Chapitre 2. II.
Il n'y avait pas eu d'attaque de sirènes depuis... Des dizaines et des dizaines d'années... Qu'elles réapparaissent aujourd'hui stupéfiait Erik. Non pas qu'il craignait de se lancer dans cette chasse, au contraire, cette perspective éveillait en lui les plus noirs penchants des faucheurs, ceux de l'attrait de la chasse et de la satisfaction de la mise à mort de l'ennemi. En lui, il sentait déjà sa nature profonde gronder à l'idée d'accomplir sa mission. La Mort l'encourageait dans cette voie. Cependant, quelque chose dans ces meurtres qu'il avait sous les yeux le perturbait. Un détail le tourmentait sans qu'il ne sache ce qu'il en était réellement.
À ses côtés, le jovial Olaf affichait un air trop sérieux pour ses traits de chérubin. Les sourcils froncés, le brun très clair de ses iris s'étaient assombris. La venue de Valentin avait refroidit grandement l'atmosphère. Un souffle hivernal balayait désormais les faucheurs, annonciateur d'un futur troublé.
« Quand vas-tu partir ?
Erik marqua un temps avant de répondre.
— Je ne sais pas...
— Tu comptes accepter la mission ?
— Ai-je le choix ? Le patron compte sur moi.
Le brun se gratta un instant sa courte barbe, nerveux. Songeur, il tentait de démêler le fil de ses pensées et de mettre la main sur l'élément qui le perturbait dans ce dossier.
— Erik, tu ne dois surtout pas te perdre en chemin.
Face à l'inquiétude de son ancien élève, l'Immortel releva son regard des papiers pour plonger dans celui d'Olaf.
— Que crains-tu ? Que je me laisse envahir par mes émotions et que je me noie ?
Le blondinet grimaça, se retenant de répondre. Erik sentit un bref pincement au cœur à cette idée. Quelle image pouvait-il bien renvoyer de lui pour que son jovial compagnon soit aussi tendu ? Il se força à sourire et le rassura, affichant plus de maîtrise de lui-même.
— Ne t'en fais pas ça n'arrivera pas.
— Ne laisse pas la Lune te troubler avec de mauvais souvenirs.
— Voyons Olaf, tu me connais. Suis-je du genre à me laisser faire ainsi ? J'ai bien plus d'expériences que bon nombres de faucheurs ici.

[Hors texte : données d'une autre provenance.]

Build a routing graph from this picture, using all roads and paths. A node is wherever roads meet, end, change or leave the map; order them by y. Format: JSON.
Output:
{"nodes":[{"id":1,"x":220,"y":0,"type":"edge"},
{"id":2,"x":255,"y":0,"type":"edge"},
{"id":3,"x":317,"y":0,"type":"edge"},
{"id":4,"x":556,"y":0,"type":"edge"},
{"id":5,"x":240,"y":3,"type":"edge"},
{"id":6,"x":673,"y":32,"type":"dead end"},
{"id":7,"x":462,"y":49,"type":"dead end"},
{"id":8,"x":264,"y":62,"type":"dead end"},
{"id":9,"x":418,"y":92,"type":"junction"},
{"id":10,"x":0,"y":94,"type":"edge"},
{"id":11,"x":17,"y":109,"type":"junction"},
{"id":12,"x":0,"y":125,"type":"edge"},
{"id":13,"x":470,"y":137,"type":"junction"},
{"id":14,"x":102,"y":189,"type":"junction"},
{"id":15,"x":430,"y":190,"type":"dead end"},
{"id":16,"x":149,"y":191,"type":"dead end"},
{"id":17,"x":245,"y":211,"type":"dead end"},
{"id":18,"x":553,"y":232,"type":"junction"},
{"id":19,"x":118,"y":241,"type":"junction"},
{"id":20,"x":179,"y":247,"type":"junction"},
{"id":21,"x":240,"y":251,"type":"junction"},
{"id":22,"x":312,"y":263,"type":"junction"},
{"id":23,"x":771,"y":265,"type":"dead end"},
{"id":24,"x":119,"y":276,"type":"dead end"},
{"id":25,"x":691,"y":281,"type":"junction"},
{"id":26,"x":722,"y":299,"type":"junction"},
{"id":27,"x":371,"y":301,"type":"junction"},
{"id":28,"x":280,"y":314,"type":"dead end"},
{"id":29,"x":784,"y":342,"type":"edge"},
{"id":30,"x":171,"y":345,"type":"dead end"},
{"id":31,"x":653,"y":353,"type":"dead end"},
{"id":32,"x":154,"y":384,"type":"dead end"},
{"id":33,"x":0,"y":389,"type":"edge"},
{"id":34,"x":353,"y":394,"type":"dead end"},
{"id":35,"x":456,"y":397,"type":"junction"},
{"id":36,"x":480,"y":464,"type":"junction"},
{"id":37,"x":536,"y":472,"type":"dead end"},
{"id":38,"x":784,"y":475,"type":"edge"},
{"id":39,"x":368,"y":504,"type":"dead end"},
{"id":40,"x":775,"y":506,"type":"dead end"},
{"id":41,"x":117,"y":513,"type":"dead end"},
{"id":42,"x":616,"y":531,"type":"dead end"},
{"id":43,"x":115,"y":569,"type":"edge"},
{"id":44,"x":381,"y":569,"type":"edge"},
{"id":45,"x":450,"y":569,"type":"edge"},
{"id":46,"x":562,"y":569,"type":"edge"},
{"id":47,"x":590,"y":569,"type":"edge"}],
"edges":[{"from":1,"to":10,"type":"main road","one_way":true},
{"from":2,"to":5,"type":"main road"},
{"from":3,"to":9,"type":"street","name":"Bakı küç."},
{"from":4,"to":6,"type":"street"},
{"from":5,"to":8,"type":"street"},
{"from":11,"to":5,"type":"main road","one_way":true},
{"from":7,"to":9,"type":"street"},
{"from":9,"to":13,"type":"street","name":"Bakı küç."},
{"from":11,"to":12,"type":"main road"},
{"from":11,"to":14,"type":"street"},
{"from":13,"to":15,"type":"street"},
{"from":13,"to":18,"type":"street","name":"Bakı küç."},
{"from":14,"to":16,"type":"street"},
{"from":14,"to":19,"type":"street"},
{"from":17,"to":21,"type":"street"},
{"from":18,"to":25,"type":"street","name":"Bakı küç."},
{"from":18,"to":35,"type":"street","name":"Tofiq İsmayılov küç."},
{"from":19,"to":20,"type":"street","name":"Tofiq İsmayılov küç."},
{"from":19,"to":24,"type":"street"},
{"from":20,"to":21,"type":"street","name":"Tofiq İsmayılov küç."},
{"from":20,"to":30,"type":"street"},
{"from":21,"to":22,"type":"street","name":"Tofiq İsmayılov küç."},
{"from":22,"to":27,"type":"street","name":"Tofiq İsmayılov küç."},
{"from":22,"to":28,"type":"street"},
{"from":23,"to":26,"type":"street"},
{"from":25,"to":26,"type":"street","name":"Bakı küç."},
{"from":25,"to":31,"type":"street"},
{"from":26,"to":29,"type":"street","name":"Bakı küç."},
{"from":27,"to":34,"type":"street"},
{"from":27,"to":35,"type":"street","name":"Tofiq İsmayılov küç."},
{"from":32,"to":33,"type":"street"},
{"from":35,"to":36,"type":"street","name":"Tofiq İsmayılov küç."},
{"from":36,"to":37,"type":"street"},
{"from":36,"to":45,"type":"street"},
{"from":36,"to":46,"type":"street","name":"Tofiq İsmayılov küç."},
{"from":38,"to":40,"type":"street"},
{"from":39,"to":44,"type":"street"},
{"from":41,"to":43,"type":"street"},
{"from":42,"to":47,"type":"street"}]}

Le tueur de sorcière secoua la tête avant de se détendre légèrement.
— Excuse-moi Rik', mais entre l'air inquiet du Patron, le comportement plus suspect que d'ordinaire de Valentin, le retour des sirènes et ton passif... Il y a de quoi se faire du mouron.
— Gamin, nous vivons dans un monde peuplé de monstres et de sorcières, déchiré entre deux déesses qui se font la guerre depuis des millénaires. Crois-moi, il y avait de quoi se faire du souci bien avant ça !
Olaf ne put qu'acquiescer. Son mentor avait raison. Instinctivement, il se gratta la nuque, décalant quelques mèches blondes, révélant un petit tatouage représentant une mouette. Le symbole d'encre noire tranchait étrangement avec sans peau pâle, semblable à celle des enfants et sans la moindre imperfection, au contraire de celle d'Erik, abîmée par la mer et marquée par ses multiples tatouages.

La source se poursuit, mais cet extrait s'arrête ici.